Sir — Faizan Mustafa, the vice-chancellor of the National Academy of Legal Studies and Research, Hyderabad, recently addressed the inaugural Stan Memorial lecture in Ranchi (“Needed in India: rights defenders”, July 3). Not only did he pay rich tributes to Father Stan Swamy but he also criticised the arrest of human rights activists in the country. But defending human rights is not the job of a handful of individuals. It is a task that the executive and the judiciary are supposed to carry out. But even more important, it is the duty of each and every individual in society. Silence at the trampling of the human rights of some people leaves the door open for such transgressions against all citizens. Nothing should be above humanity. Each individual should strive to uphold the human rights of his fellow countrymen if he or she expects his or her rights to be upheld.

Ashok Kumar Ghosh, Calcutta

Unfair burden

Sir — The railways used to give senior citizens a minimum of 40 per cent concession on train fares. This was stopped in March 2020, citing the need to cut subsidy bills. Yet, a petition under the Right to Information Act has shown that members and even ex-members of Parliament still travel on discounted fares or for free. This is unfair to say the least. India’s aged population is growing and the cost of living is going up. Senior citizens have additional travel expenses owing to reasons like healthcare — they are forced to travel from one place to another in search of good hospitals and doctors. The concession in train fare would go a long way in mitigating the financial hardship of senior citizens. The railways would do well to restore the travel concession.

K.V. Seetharamaiah, Bangalore

Nostalgic moment

Sir — I read Ramachandra Guha’s fascinating article, “Deep imprint” (July 2), with interest. He is effusive in his praise for The Telegraph. I was a college student in the early 1960s in a district town in Bengal and used to read The Statesman at my father’s insistence in order to learn English. But I have been a regular reader of this paper since the late 1990s and the articles penned by the likes of Guha, Gopalkrishna Gandhi and others are very interesting. Guha has certainly paid his dues towards this newspaper. 

Jahar Saha, Calcutta

Sir — As a regular reader of both The Statesman and The Telegraph, I agree with Ramachandra Guha’s assessment that the breaching of the “wall between editorial and management” led to the steady decline of the former. However, Guha has not got the chronology right. This breach began in the late Eighties and early Nineties, and not from 1980 as he mentioned. Indeed, this happened even as the two newspapers competed for readership all through the Eighties.

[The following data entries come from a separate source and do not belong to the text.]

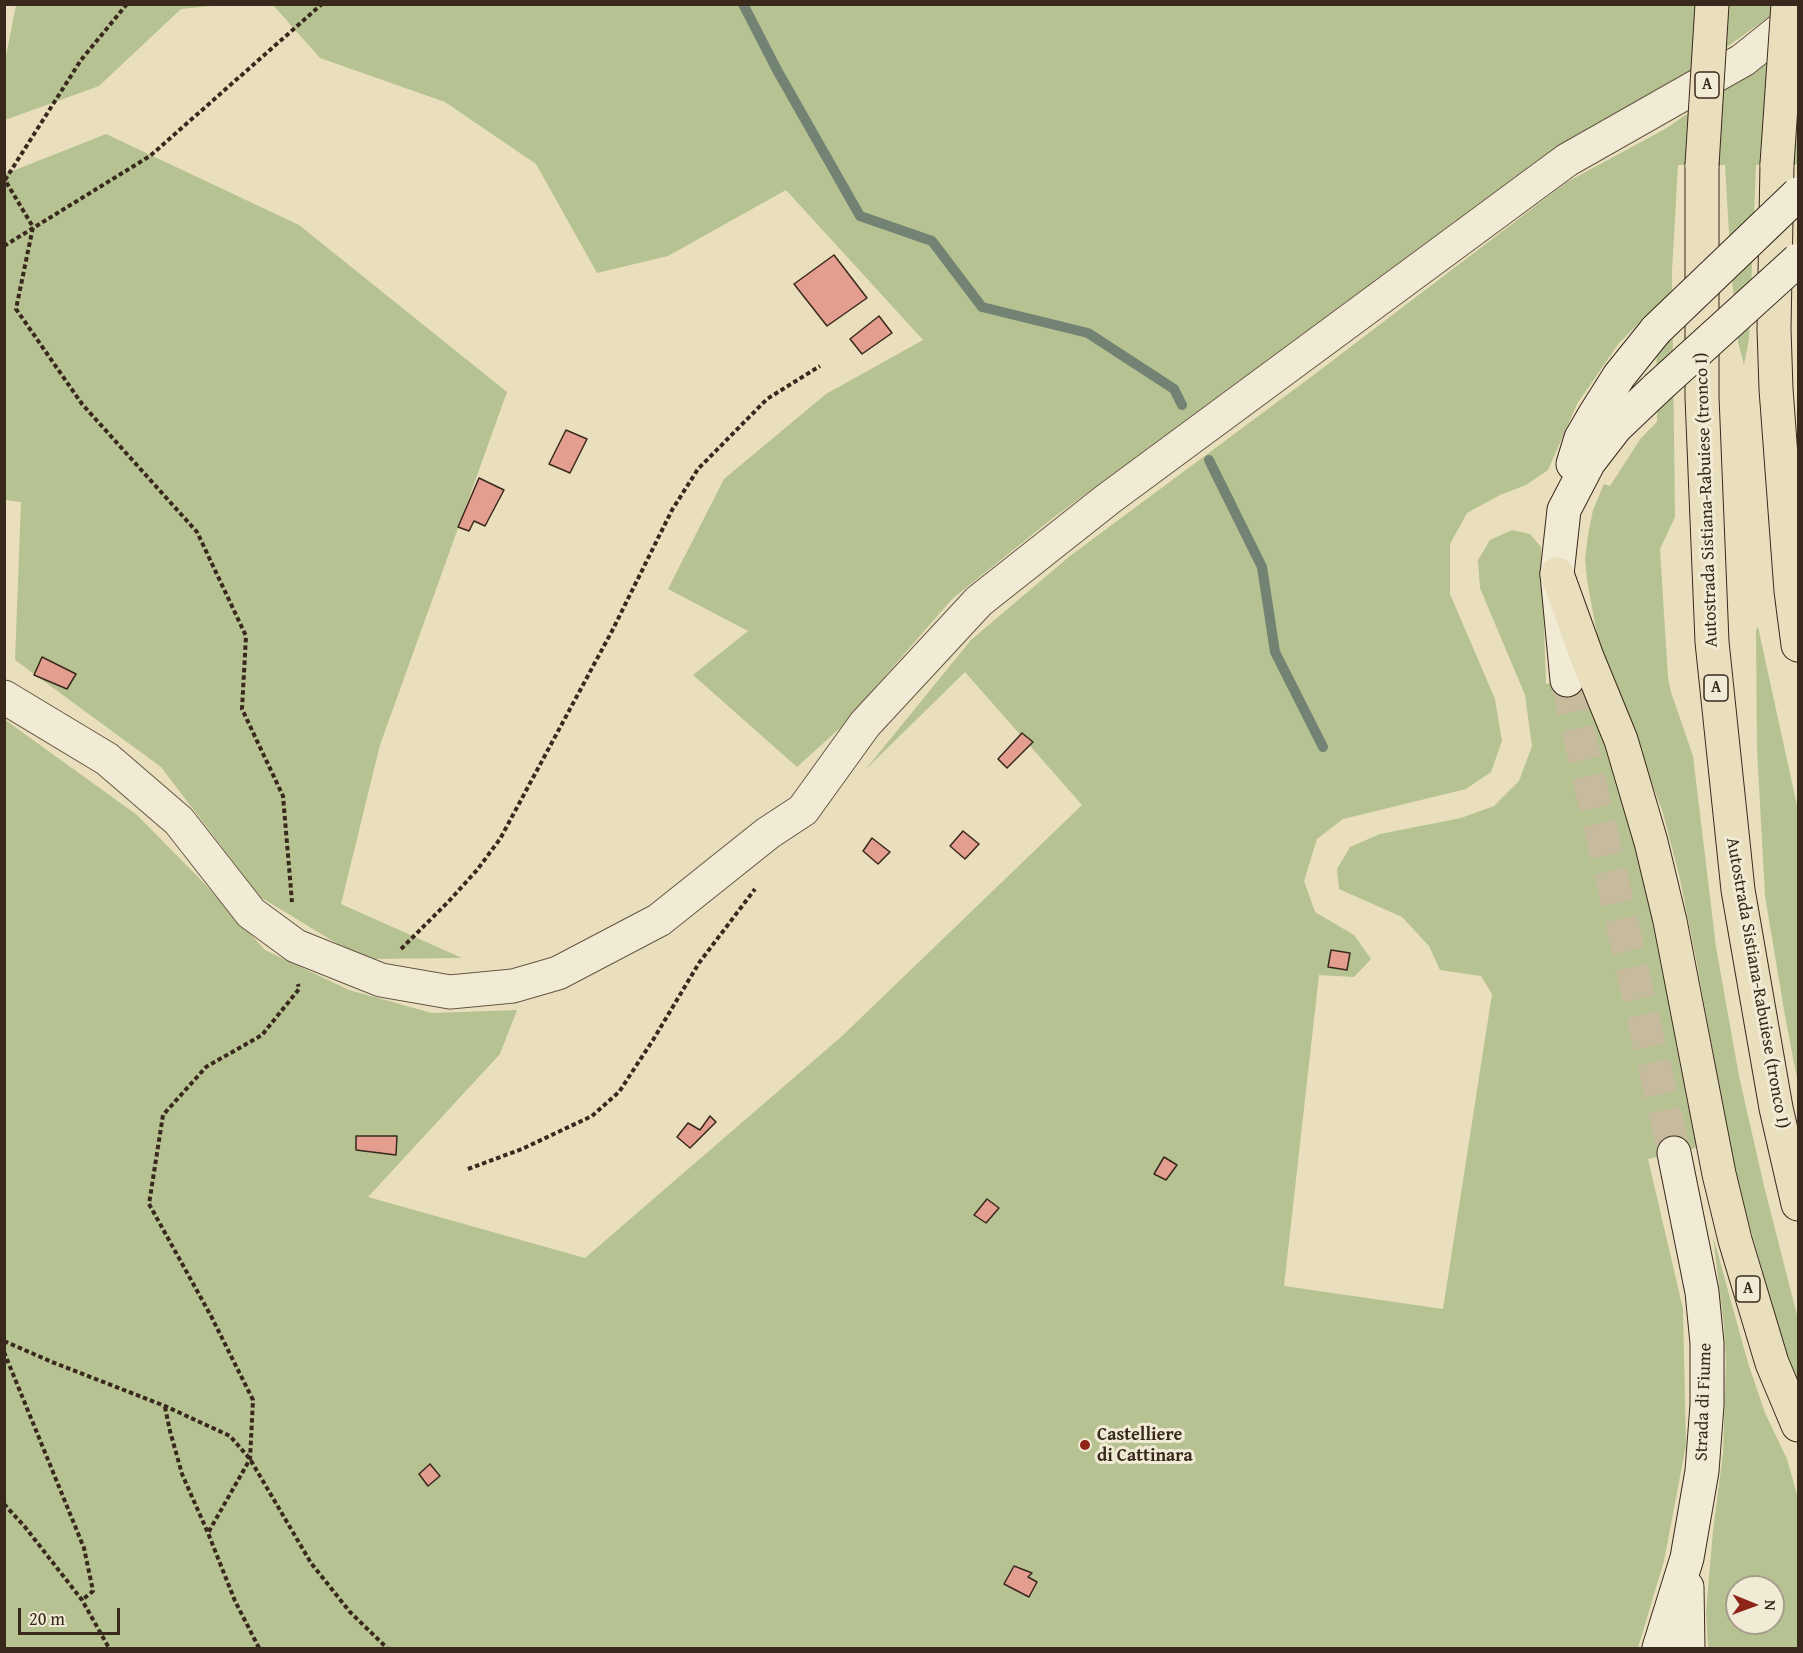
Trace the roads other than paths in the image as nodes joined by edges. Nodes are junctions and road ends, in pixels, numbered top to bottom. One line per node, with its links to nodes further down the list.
1 (1712, 4): 12 (highway, Autostrada Sistiana-Rabuiese (tronco I) / A, bridge)
2 (1788, 4): 8 (highway, bridge)
3 (1798, 16): 10 (street)
4 (1798, 194): 6 (street, bridge)
5 (1798, 260): 6 (street, bridge)
6 (1564, 510): 7 (street)
7 (1557, 574): 9 (street); 13 (highway, A)
8 (1798, 645)
9 (1567, 680)
10 (4, 697)
11 (1674, 1154): 14 (street, Strada di Fiume)
12 (1798, 1204)
13 (1798, 1425)
14 (1687, 1558): 15 (street, Strada di Fiume); 16 (street)
15 (1659, 1648)
16 (1688, 1648)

While each had a distinct style of presentation, The Telegraph clearly edged out The Statesman. Two former senior members of The Statesman’s editorial team, Sunanda K. Datta-Ray and Swapan Dasgupta, remain regular columnists of The Telegraph, while a third, Rajkamal Jha, is now the editor of The Indian Express. It is clear that these intellectuals, too, knew that all was not well at The Statesman. The Telegraph, on the other hand, has maintained its rich intellectual tradition.

Suvagato Chowdhury, Calcutta

Sir — Ramachandra Guha’s article on the origin of this newspaper was the perfect mix of nostalgic anecdotes and objectivity.